YOUR ASSIGNMENT
Return the listing exactly as it appears, but strip out the images.

DATA SECTION
- - -
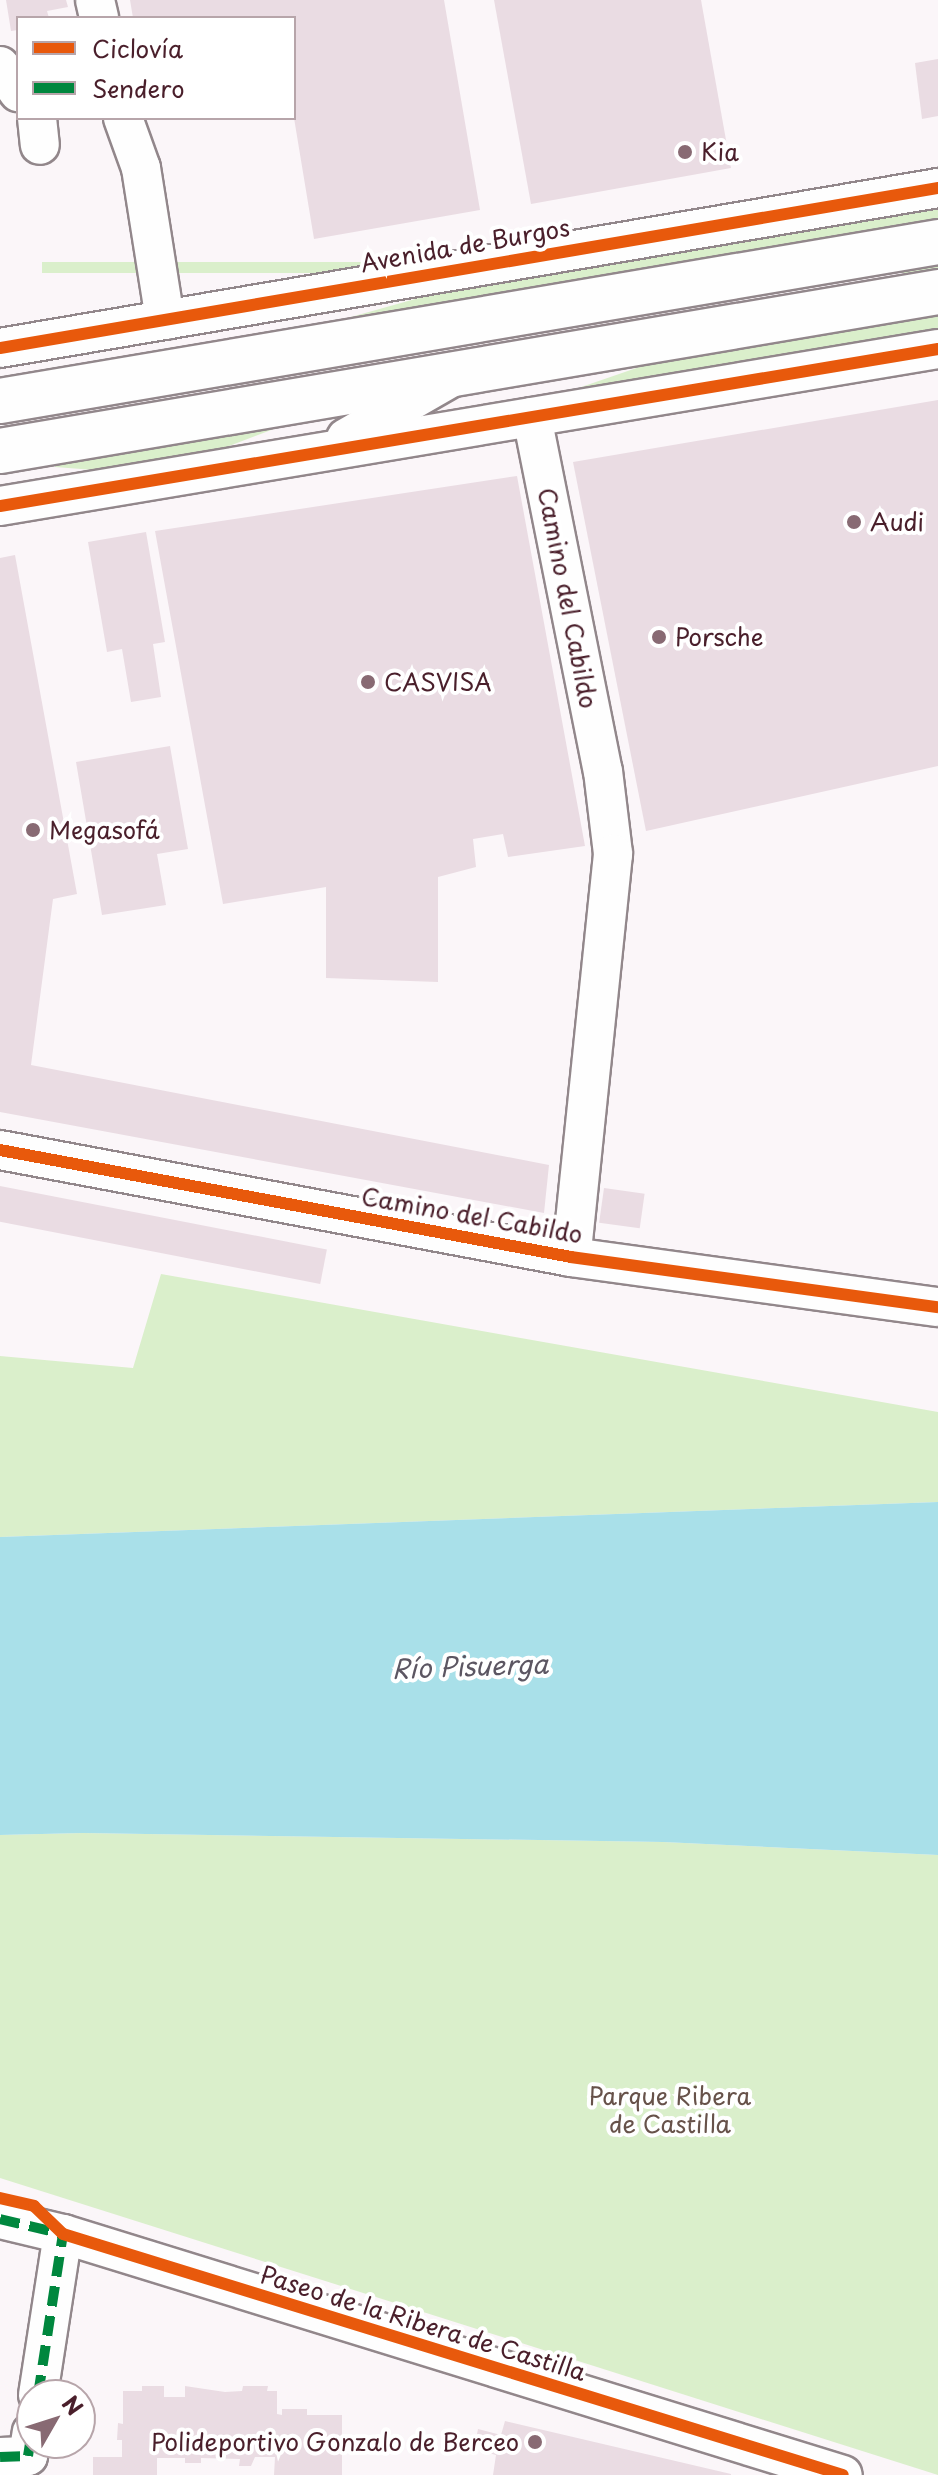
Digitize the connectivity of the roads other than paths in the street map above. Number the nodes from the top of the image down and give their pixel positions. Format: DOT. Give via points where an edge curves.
graph roads {
  1 [pos="0,66"];
  2 [pos="16,89"];
  3 [pos="124,120"];
  4 [pos="938,188"];
  5 [pos="938,242"];
  6 [pos="468,266"];
  7 [pos="938,292"];
  8 [pos="165,320"];
  9 [pos="938,349"];
  10 [pos="1,352"];
  11 [pos="459,374"];
  12 [pos="0,401"];
  13 [pos="532,417"];
  14 [pos="323,452"];
  15 [pos="0,454"];
  16 [pos="106,488"];
  17 [pos="0,506"];
  18 [pos="0,1150"];
  19 [pos="571,1257"];
  20 [pos="938,1307"];
  21 [pos="0,2219"];
  22 [pos="63,2234"];
  23 [pos="40,2379"];
  24 [pos="843,2475"];
  1 -- 2 [label="street"];
  3 -- 8 [label="street" via="141,168"];
  4 -- 6 [label="street, Avenida de Burgos"];
  5 -- 12 [label="highway"];
  6 -- 8 [label="street, Avenida de Burgos"];
  6 -- 10 [label="street" via="11,369"];
  7 -- 11 [label="highway"];
  8 -- 10 [label="street, Avenida de Burgos"];
  9 -- 13 [label="street"];
  11 -- 14 [label="street"];
  11 -- 15 [label="highway"];
  13 -- 14 [label="street"];
  13 -- 19 [label="street, Camino del Cabildo" via="603,771 613,854"];
  14 -- 16 [label="street"];
  15 -- 16 [label="street" via="23,478"];
  16 -- 17 [label="street"];
  18 -- 19 [label="street, Camino del Cabildo"];
  19 -- 20 [label="street, Camino del Cabildo"];
  21 -- 22 [label="street, Paseo de la Ribera de Castilla"];
  22 -- 23 [label="street"];
  22 -- 24 [label="street, Paseo de la Ribera de Castilla"];
}
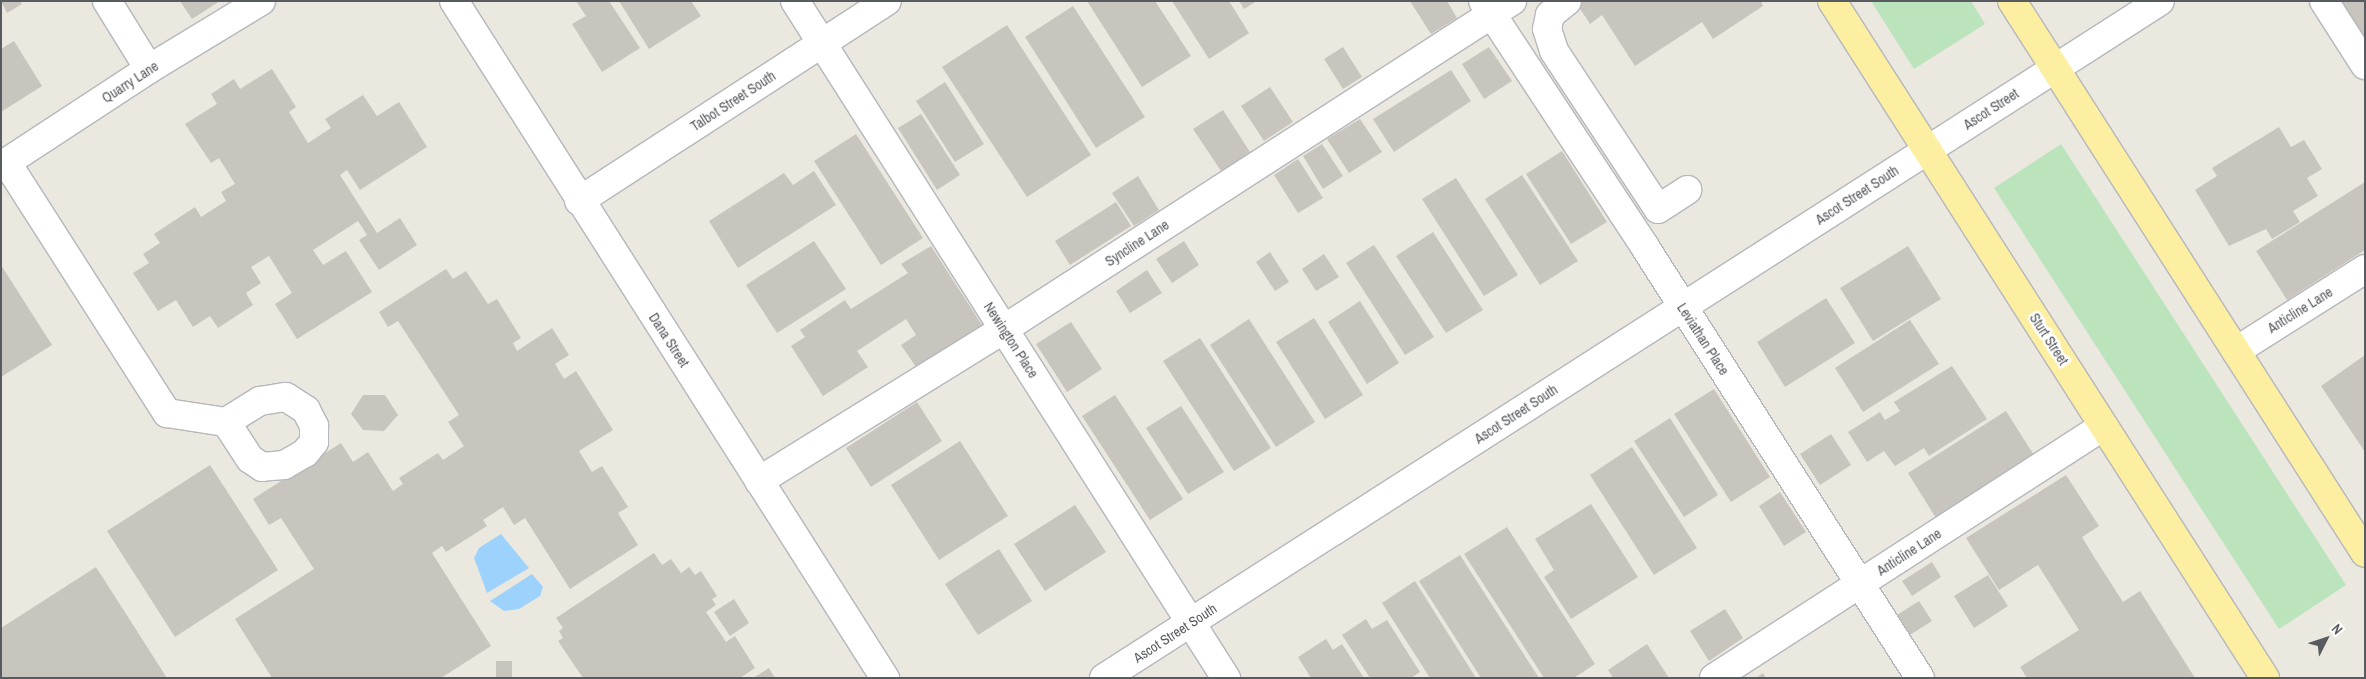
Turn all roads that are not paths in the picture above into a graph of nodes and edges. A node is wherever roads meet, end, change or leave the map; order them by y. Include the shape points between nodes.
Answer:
1 (107, 1) edge
2 (261, 1) edge
3 (454, 1) edge
4 (795, 1) edge
5 (888, 1) edge
6 (1567, 1) edge
7 (1832, 1) edge
8 (2012, 1) edge
9 (2160, 1) edge
10 (2324, 1) edge
11 (1496, 6) edge
12 (822, 43) junction
13 (2365, 65) edge
14 (149, 69) junction
15 (2055, 69) junction
16 (1927, 150) junction
17 (4, 165) edge
18 (1687, 190) dead end
19 (579, 201) junction
20 (2365, 269) edge
21 (1683, 307) junction
22 (1004, 329) junction
23 (2236, 351) junction
24 (226, 422) dead end
25 (2104, 426) junction
26 (759, 482) junction
27 (2365, 553) edge
28 (1860, 584) junction
29 (1191, 622) junction
30 (885, 678) edge
31 (1104, 678) edge
32 (1226, 678) edge
33 (1714, 678) edge
34 (1920, 678) edge
35 (2265, 678) edge

1 - 14 street
2 - 14 street, Quarry Lane
3 - 19 street, Dana Street
4 - 12 street, Newington Place
5 - 12 street, Talbot Street South
6 - 18 street via 1550,15 1547,30 1554,51 1658,209
7 - 16 main road, Sturt Street
8 - 15 main road
9 - 15 street, Ascot Street
10 - 13 street
11 - 21 street, Leviathan Place
11 - 22 street, Syncline Lane
12 - 19 street, Talbot Street South
12 - 22 street, Newington Place
14 - 17 street, Quarry Lane
15 - 16 street, Ascot Street
15 - 23 main road
16 - 21 street, Ascot Street South
16 - 25 main road, Sturt Street
17 - 24 street via 167,413
19 - 26 street, Dana Street
20 - 23 street, Anticline Lane
21 - 28 street, Leviathan Place
21 - 29 street, Ascot Street South
22 - 26 street, Syncline Lane
22 - 29 street, Newington Place
23 - 27 main road
25 - 28 street, Anticline Lane
25 - 35 main road, Sturt Street
26 - 30 street, Dana Street
28 - 33 street, Anticline Lane
28 - 34 street, Leviathan Place
29 - 31 street, Ascot Street South
29 - 32 street, Newington Place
- - -
EXERCISE SOLUTION
Digitize the connectivity of the roads other than paths in the street map above. Number the nodes from the top of the image down and give their pixel positions. Format: DOT. Give via points where an edge curves.
graph roads {
  1 [pos="0,66"];
  2 [pos="16,89"];
  3 [pos="124,120"];
  4 [pos="938,188"];
  5 [pos="938,242"];
  6 [pos="468,266"];
  7 [pos="938,292"];
  8 [pos="165,320"];
  9 [pos="938,349"];
  10 [pos="1,352"];
  11 [pos="459,374"];
  12 [pos="0,401"];
  13 [pos="532,417"];
  14 [pos="323,452"];
  15 [pos="0,454"];
  16 [pos="106,488"];
  17 [pos="0,506"];
  18 [pos="0,1150"];
  19 [pos="571,1257"];
  20 [pos="938,1307"];
  21 [pos="0,2219"];
  22 [pos="63,2234"];
  23 [pos="40,2379"];
  24 [pos="843,2475"];
  1 -- 2 [label="street"];
  3 -- 8 [label="street" via="141,168"];
  4 -- 6 [label="street, Avenida de Burgos"];
  5 -- 12 [label="highway"];
  6 -- 8 [label="street, Avenida de Burgos"];
  6 -- 10 [label="street" via="11,369"];
  7 -- 11 [label="highway"];
  8 -- 10 [label="street, Avenida de Burgos"];
  9 -- 13 [label="street"];
  11 -- 14 [label="street"];
  11 -- 15 [label="highway"];
  13 -- 14 [label="street"];
  13 -- 19 [label="street, Camino del Cabildo" via="603,771 613,854"];
  14 -- 16 [label="street"];
  15 -- 16 [label="street" via="23,478"];
  16 -- 17 [label="street"];
  18 -- 19 [label="street, Camino del Cabildo"];
  19 -- 20 [label="street, Camino del Cabildo"];
  21 -- 22 [label="street, Paseo de la Ribera de Castilla"];
  22 -- 23 [label="street"];
  22 -- 24 [label="street, Paseo de la Ribera de Castilla"];
}
Turn all roads that are not paths in the picture above into a graph of nodes and edges. A node is wherever roads meet, end, change or leave the map; order them by y. Include the shape points between nodes.
Answer:
1 (107, 1) edge
2 (261, 1) edge
3 (454, 1) edge
4 (795, 1) edge
5 (888, 1) edge
6 (1567, 1) edge
7 (1832, 1) edge
8 (2012, 1) edge
9 (2160, 1) edge
10 (2324, 1) edge
11 (1496, 6) edge
12 (822, 43) junction
13 (2365, 65) edge
14 (149, 69) junction
15 (2055, 69) junction
16 (1927, 150) junction
17 (4, 165) edge
18 (1687, 190) dead end
19 (579, 201) junction
20 (2365, 269) edge
21 (1683, 307) junction
22 (1004, 329) junction
23 (2236, 351) junction
24 (226, 422) dead end
25 (2104, 426) junction
26 (759, 482) junction
27 (2365, 553) edge
28 (1860, 584) junction
29 (1191, 622) junction
30 (885, 678) edge
31 (1104, 678) edge
32 (1226, 678) edge
33 (1714, 678) edge
34 (1920, 678) edge
35 (2265, 678) edge

1 - 14 street
2 - 14 street, Quarry Lane
3 - 19 street, Dana Street
4 - 12 street, Newington Place
5 - 12 street, Talbot Street South
6 - 18 street via 1550,15 1547,30 1554,51 1658,209
7 - 16 main road, Sturt Street
8 - 15 main road
9 - 15 street, Ascot Street
10 - 13 street
11 - 21 street, Leviathan Place
11 - 22 street, Syncline Lane
12 - 19 street, Talbot Street South
12 - 22 street, Newington Place
14 - 17 street, Quarry Lane
15 - 16 street, Ascot Street
15 - 23 main road
16 - 21 street, Ascot Street South
16 - 25 main road, Sturt Street
17 - 24 street via 167,413
19 - 26 street, Dana Street
20 - 23 street, Anticline Lane
21 - 28 street, Leviathan Place
21 - 29 street, Ascot Street South
22 - 26 street, Syncline Lane
22 - 29 street, Newington Place
23 - 27 main road
25 - 28 street, Anticline Lane
25 - 35 main road, Sturt Street
26 - 30 street, Dana Street
28 - 33 street, Anticline Lane
28 - 34 street, Leviathan Place
29 - 31 street, Ascot Street South
29 - 32 street, Newington Place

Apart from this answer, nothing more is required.